**Task objective**
All of the data that follows should be retyped exactly, please, except the pictures.

(Stored data)
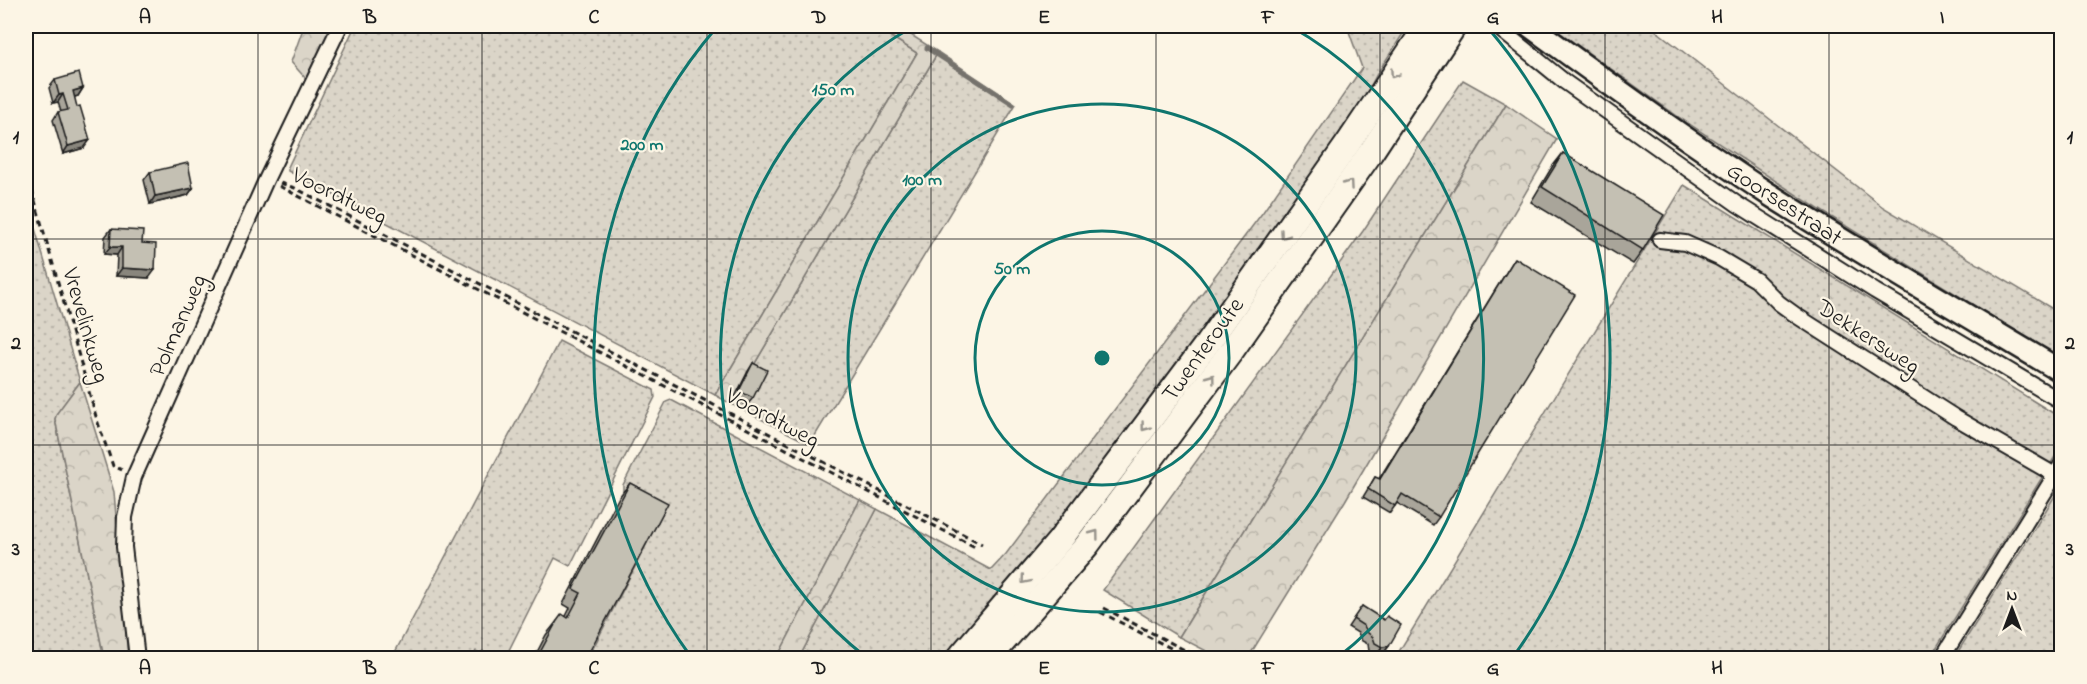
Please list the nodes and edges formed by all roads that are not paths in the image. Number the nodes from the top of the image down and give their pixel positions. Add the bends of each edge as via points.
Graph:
1 (340, 26) edge
2 (1427, 26) edge
3 (1455, 26) edge
4 (1530, 26) edge
5 (1499, 28) edge
6 (1660, 240) edge
7 (2061, 372) edge
8 (2061, 402) edge
9 (2058, 469) edge
10 (137, 658) edge
11 (959, 658) edge
12 (989, 658) edge
13 (1942, 658) edge

1 - 10 street, Polmanweg via 266,180 134,477 125,517 124,548
2 -> 11 highway, Twenteroute via 1207,344 1060,540
12 -> 3 highway, Twenteroute via 1087,545 1232,350
4 - 7 main road, Goorsestraat via 1767,192
5 - 8 street, Goorsestraat via 1565,82 1737,204
6 - 9 street, Dekkersweg via 1686,243 1728,263 1756,280 1797,316 1956,418
9 - 13 street, Dekkersweg

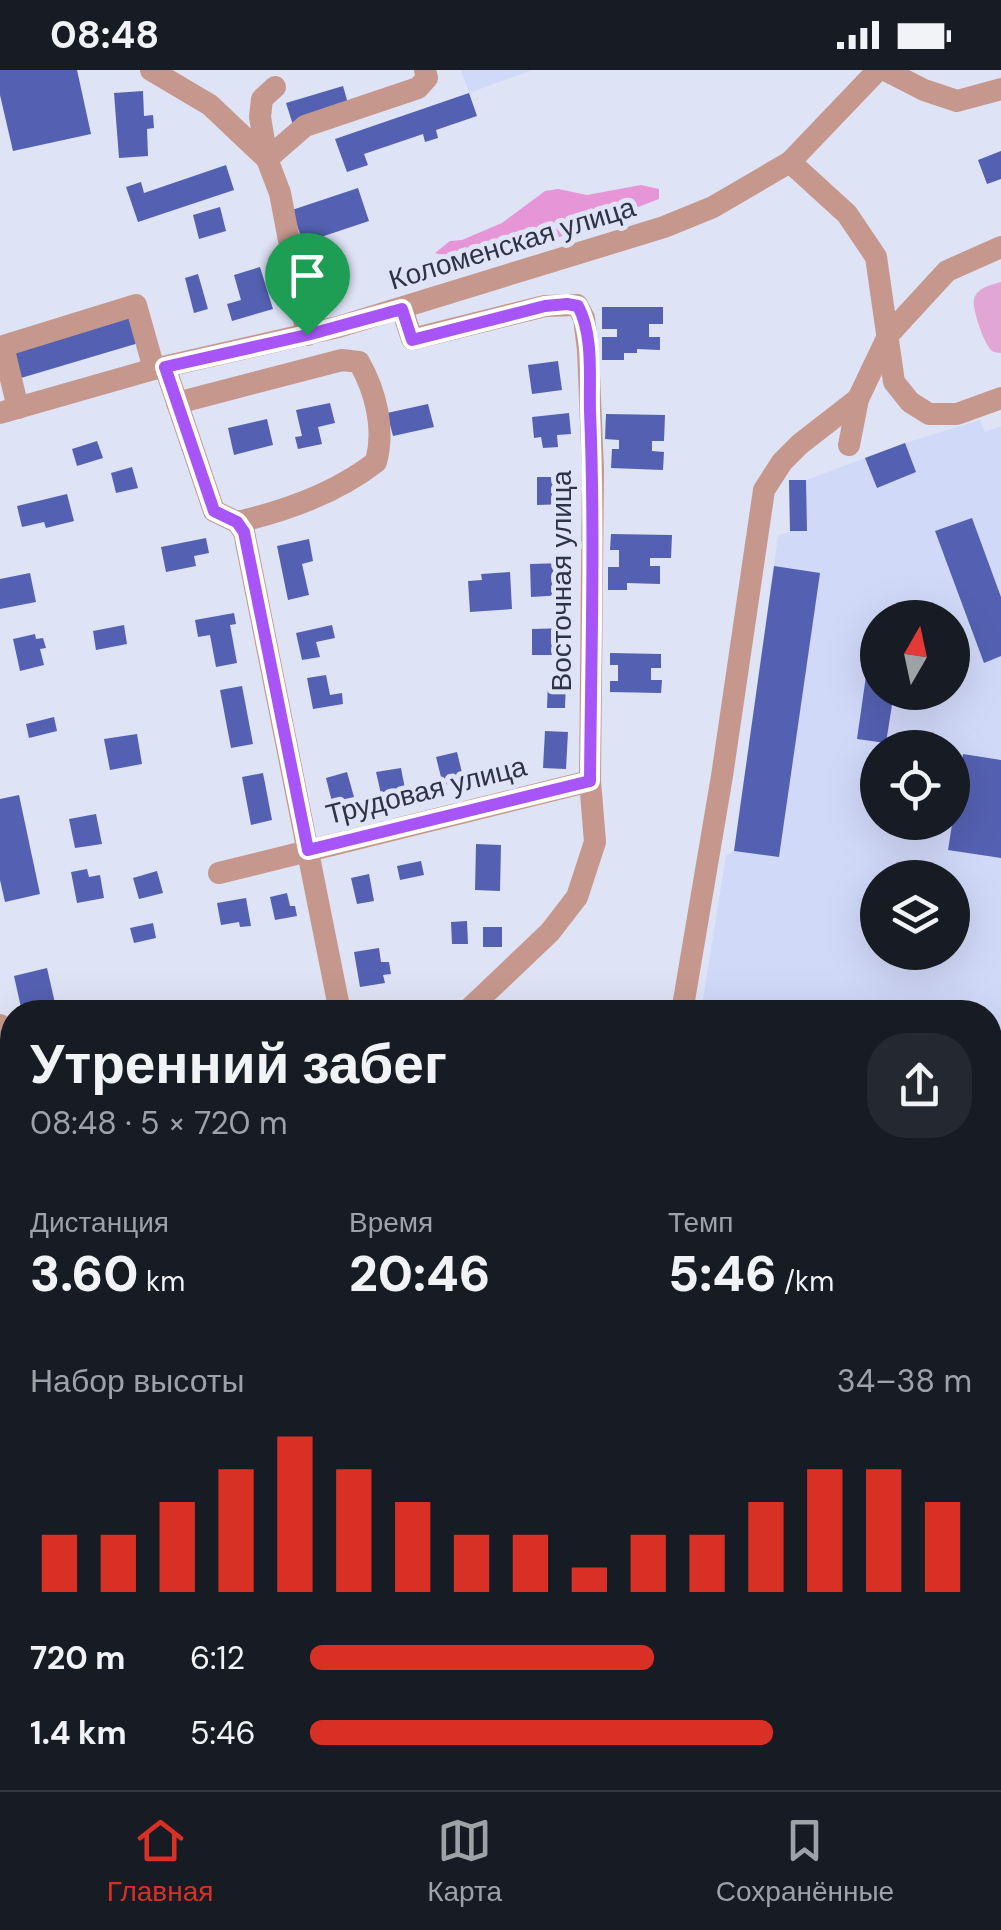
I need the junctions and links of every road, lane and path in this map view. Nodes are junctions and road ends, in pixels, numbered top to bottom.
1 (150, 70) edge
2 (425, 70) edge
3 (882, 70) edge
4 (275, 87) dead end
5 (1001, 89) edge
6 (267, 158) junction
7 (790, 162) junction
8 (1001, 247) edge
9 (402, 309) junction
10 (889, 334) junction
11 (307, 335) junction
12 (160, 368) junction
13 (1001, 398) edge
14 (858, 399) junction
15 (177, 403) junction
16 (9, 411) edge
17 (849, 445) dead end
18 (237, 522) junction
19 (590, 781) junction
20 (308, 850) junction
21 (218, 872) dead end
22 (338, 1000) edge
23 (479, 1000) edge
24 (684, 1000) edge

1 - 6 street
2 - 6 street
3 - 5 street
3 - 7 street, Коломенская улица
4 - 6 street
6 - 11 street
7 - 9 street, Коломенская улица
7 - 10 street
8 - 10 street
9 - 11 street, Коломенская улица
9 - 19 street, Восточная улица
10 - 13 street
10 - 14 street
11 - 12 street, Коломенская улица
12 - 15 street
12 - 16 street, Коломенская улица
12 - 16 street
14 - 17 street
14 - 24 street
15 - 18 street
15 - 18 street
18 - 20 street
19 - 20 street, Трудовая улица
19 - 23 street, Восточная улица
20 - 21 street, Трудовая улица
20 - 22 street

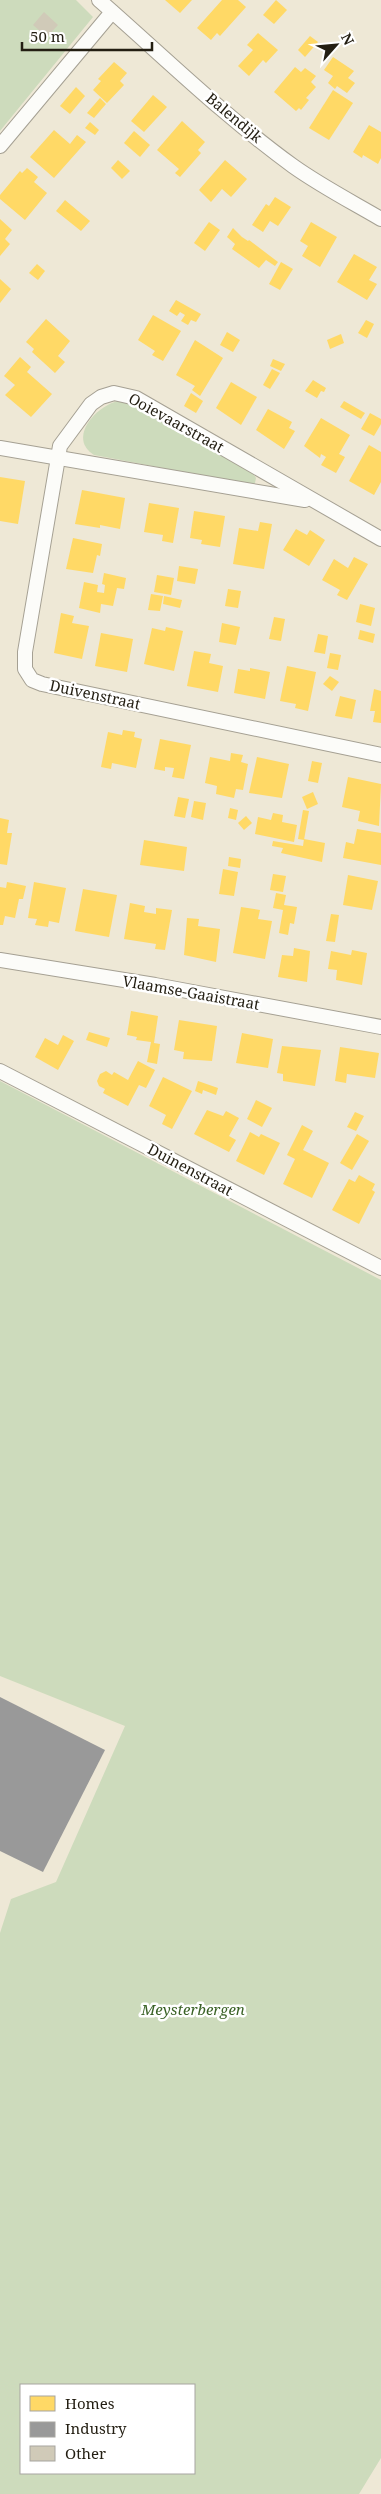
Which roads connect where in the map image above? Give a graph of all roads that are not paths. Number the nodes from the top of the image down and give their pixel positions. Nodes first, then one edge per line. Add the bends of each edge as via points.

**Solution for this exercise**
Please list the nodes and edges formed by all roads that are not paths in the image. Number the nodes from the top of the image down and give their pixel positions. Add the bends of each edge as via points.
Graph:
1 (340, 26) edge
2 (1427, 26) edge
3 (1455, 26) edge
4 (1530, 26) edge
5 (1499, 28) edge
6 (1660, 240) edge
7 (2061, 372) edge
8 (2061, 402) edge
9 (2058, 469) edge
10 (137, 658) edge
11 (959, 658) edge
12 (989, 658) edge
13 (1942, 658) edge

1 - 10 street, Polmanweg via 266,180 134,477 125,517 124,548
2 -> 11 highway, Twenteroute via 1207,344 1060,540
12 -> 3 highway, Twenteroute via 1087,545 1232,350
4 - 7 main road, Goorsestraat via 1767,192
5 - 8 street, Goorsestraat via 1565,82 1737,204
6 - 9 street, Dekkersweg via 1686,243 1728,263 1756,280 1797,316 1956,418
9 - 13 street, Dekkersweg

I need the junctions and links of every road, lane and path in this map view. Nodes are junctions and road ends, in pixels, numbered top to bottom.
1 (150, 70) edge
2 (425, 70) edge
3 (882, 70) edge
4 (275, 87) dead end
5 (1001, 89) edge
6 (267, 158) junction
7 (790, 162) junction
8 (1001, 247) edge
9 (402, 309) junction
10 (889, 334) junction
11 (307, 335) junction
12 (160, 368) junction
13 (1001, 398) edge
14 (858, 399) junction
15 (177, 403) junction
16 (9, 411) edge
17 (849, 445) dead end
18 (237, 522) junction
19 (590, 781) junction
20 (308, 850) junction
21 (218, 872) dead end
22 (338, 1000) edge
23 (479, 1000) edge
24 (684, 1000) edge

1 - 6 street
2 - 6 street
3 - 5 street
3 - 7 street, Коломенская улица
4 - 6 street
6 - 11 street
7 - 9 street, Коломенская улица
7 - 10 street
8 - 10 street
9 - 11 street, Коломенская улица
9 - 19 street, Восточная улица
10 - 13 street
10 - 14 street
11 - 12 street, Коломенская улица
12 - 15 street
12 - 16 street, Коломенская улица
12 - 16 street
14 - 17 street
14 - 24 street
15 - 18 street
15 - 18 street
18 - 20 street
19 - 20 street, Трудовая улица
19 - 23 street, Восточная улица
20 - 21 street, Трудовая улица
20 - 22 street

Which roads connect where in the map image above? Give a graph of all roads that are not paths. Number the nodes from the top of the image down and give their pixel positions. Nodes first, then one edge per line. Add the bends of each edge as via points.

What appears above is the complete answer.